With summer starting, it’s a great time to set or reinforce some basic safety skills and guidelines for your teen driver:
Source: Ford Driving Skills for Life
School is almost out, summer will soon be here, and teens have a license to drive. Unfortunately, with the arrival of summer comes riskier teen driving behavior. No school means more time for cruising, piling lots of friends into Mom’s car, and later nights.
Parents! Talk to your teen about summer driving and set some rules. Here are a few to get you started.
- Buckle up! – Remind your teenager again and again how important that single little click can be. Statistics show that seat belt usage is lowest among teenagers, even though seat belts continue to be proven as the No. 1 life-saving device in accidents.

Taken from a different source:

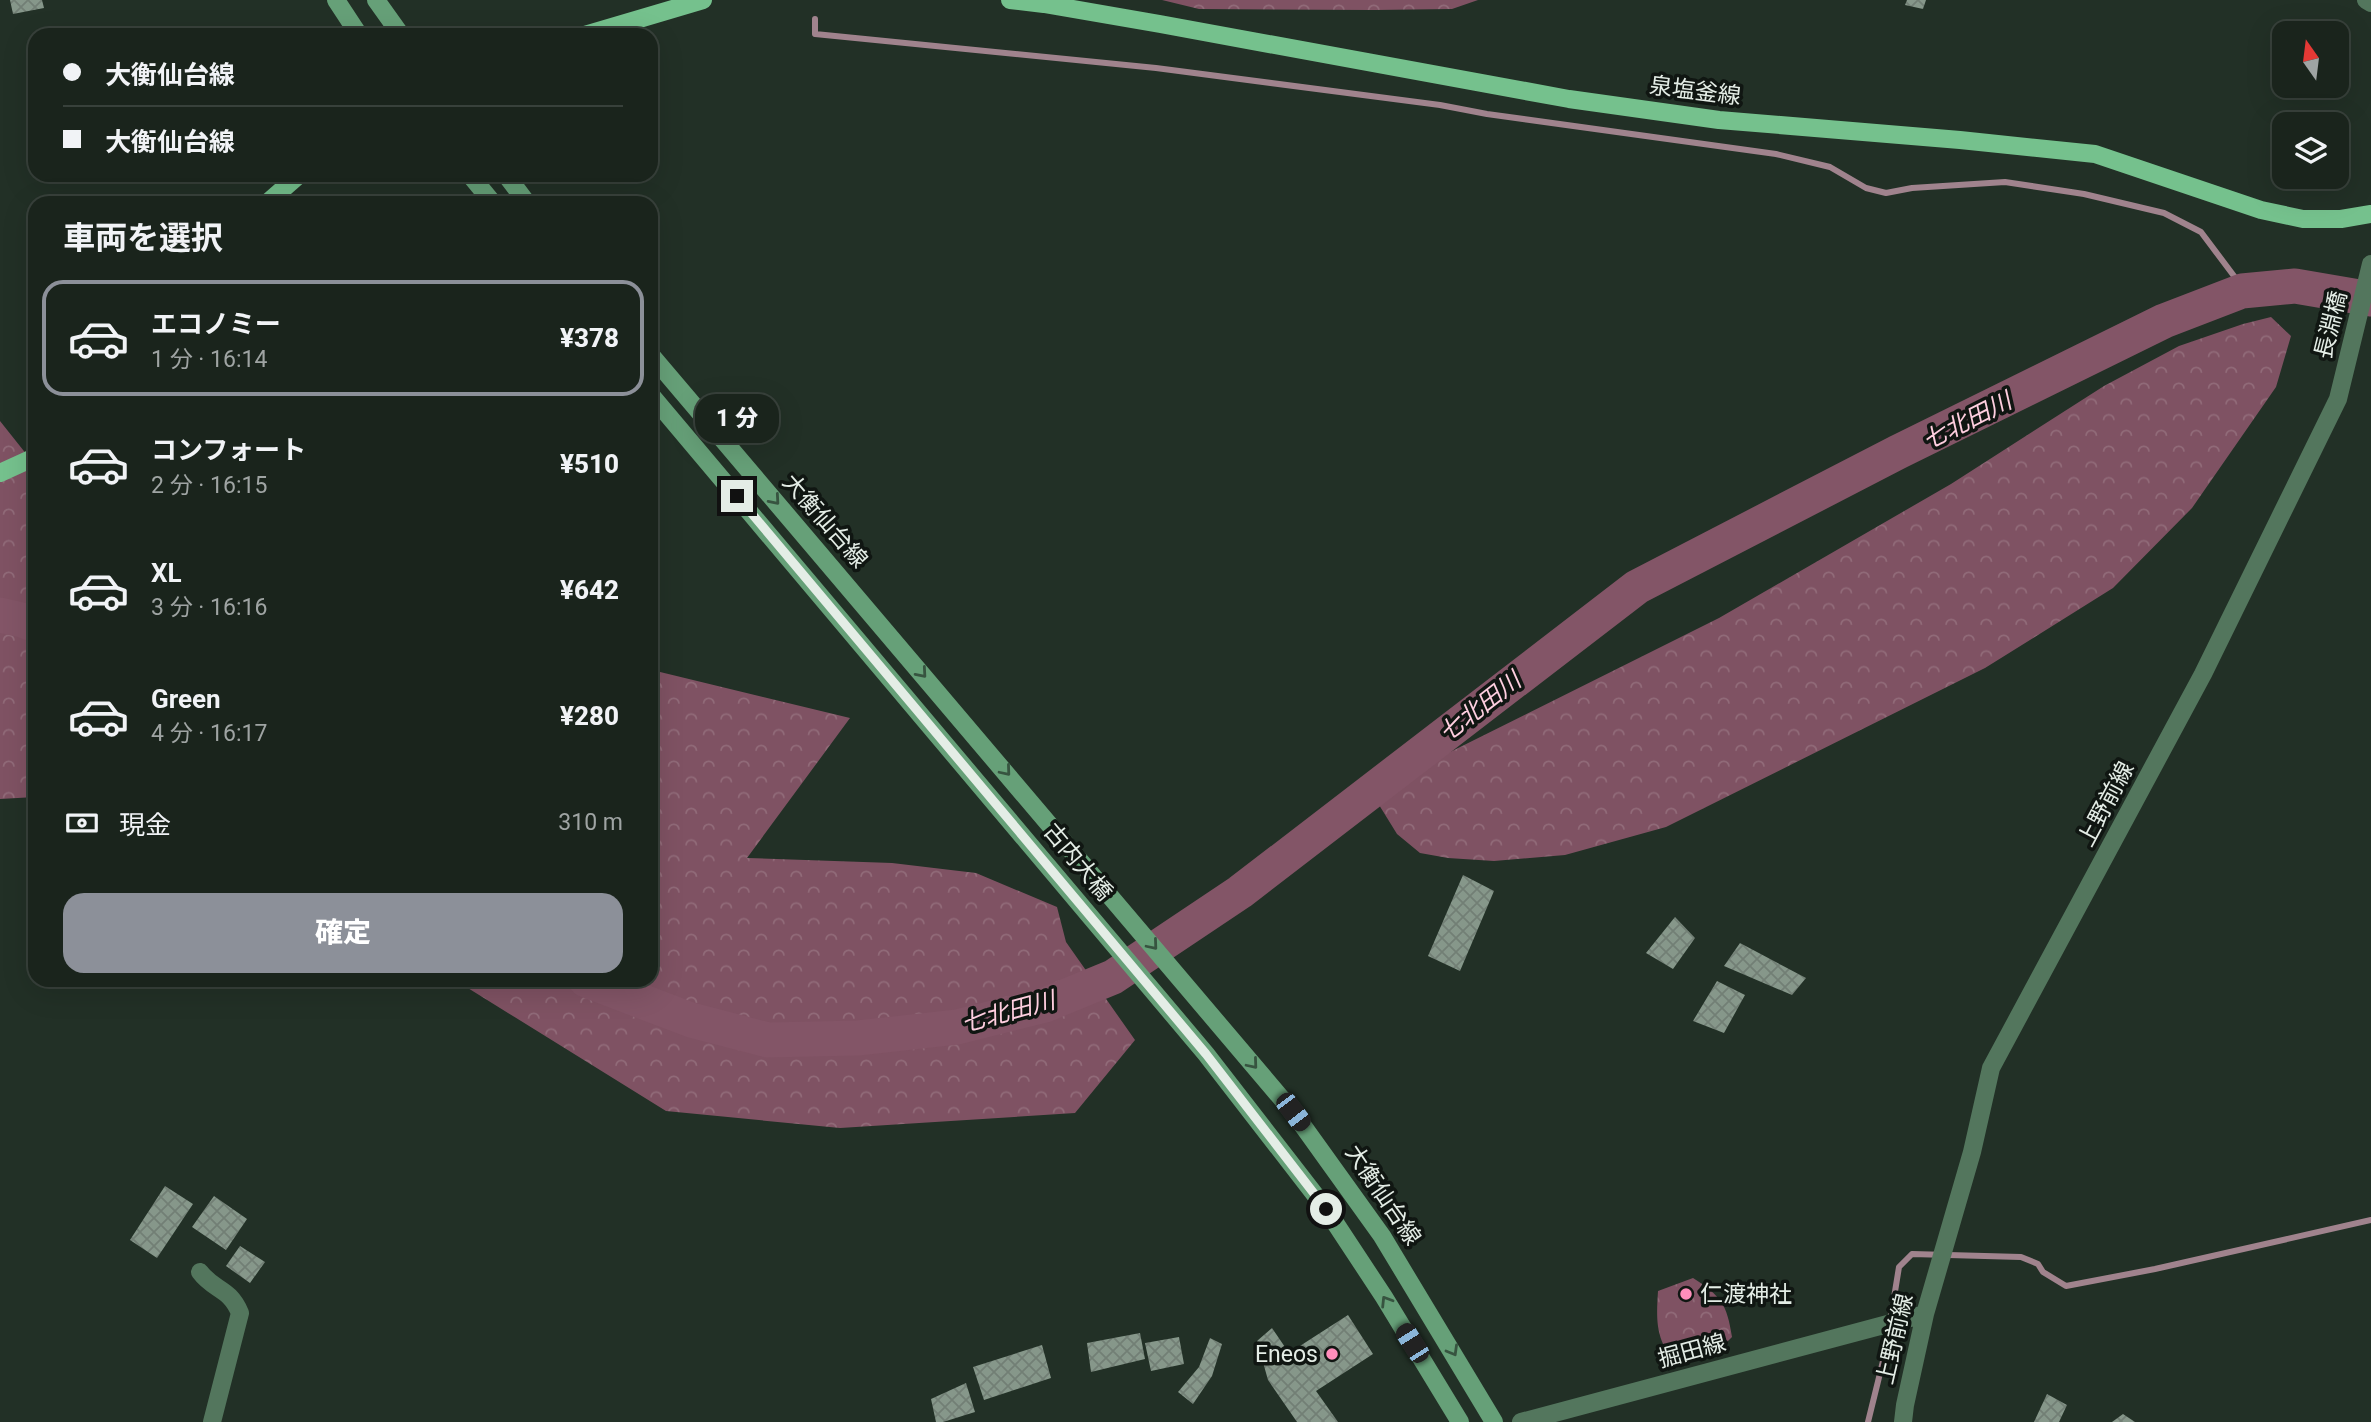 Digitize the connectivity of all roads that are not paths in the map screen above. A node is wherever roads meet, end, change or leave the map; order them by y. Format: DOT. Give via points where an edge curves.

- Don’t drink and drive – You may assume your teen knows this, but it’s worth a sit-down talk. Make sure your teen knows the dangers of driving under the influence – or getting into a vehicle with someone who’s been drinking.
- No text zone – Remind your teen driver to avoid distractions such as texting, loud music and any activities that take their eyes away from the road for extended periods of time.
- Passenger Limit – Always set a limit on the number of passengers allowed in the car.
- Set a curfew – Make sure your teens know when you expect them home, and make sure they know it’s not debatable.
Parent-Teen Driving Contracts
Consider creating a Parent-Teen Driving Contract with your teen drivers. Parent-Teen Driving Contracts help establish your expectations with your teen driver, where driving privledges are dependant on safe driving behaviors you designate as important to your family. Research by the Insurance Institute for Highway Safety (PDF) indicates that parents are the key to enforcing good driving behavior in young drivers.
“Parents are big influencers of their kids’ behavior. The more involved they are, the less likely kids are to engage in all types of risky activities associated with the teen years.“
The Success of Graduated Drivers’ Licensing Laws
Graduated Drivers’ Licensing (GDL) is becoming law in many states. GDL’s generally restricts nighttime, expressway, and unsupervised driving during initial stages, but lifts these restrictions with time and further testing of the individual, eventually concluding with the individual attaining a full drivers’ license. In states where GDL’s are required, accident fatalities for teen drivers has dropped by up to 30%. Even if you do not live in a state with a current GDL law, you can create your own Parent-Teen Driving Contract based on the same principles that make GDL’s successful.
It’s important to talk to your teen about the rules of the road, to clearly set your expectations of them, and outline the consequences of failing to meet your expectations.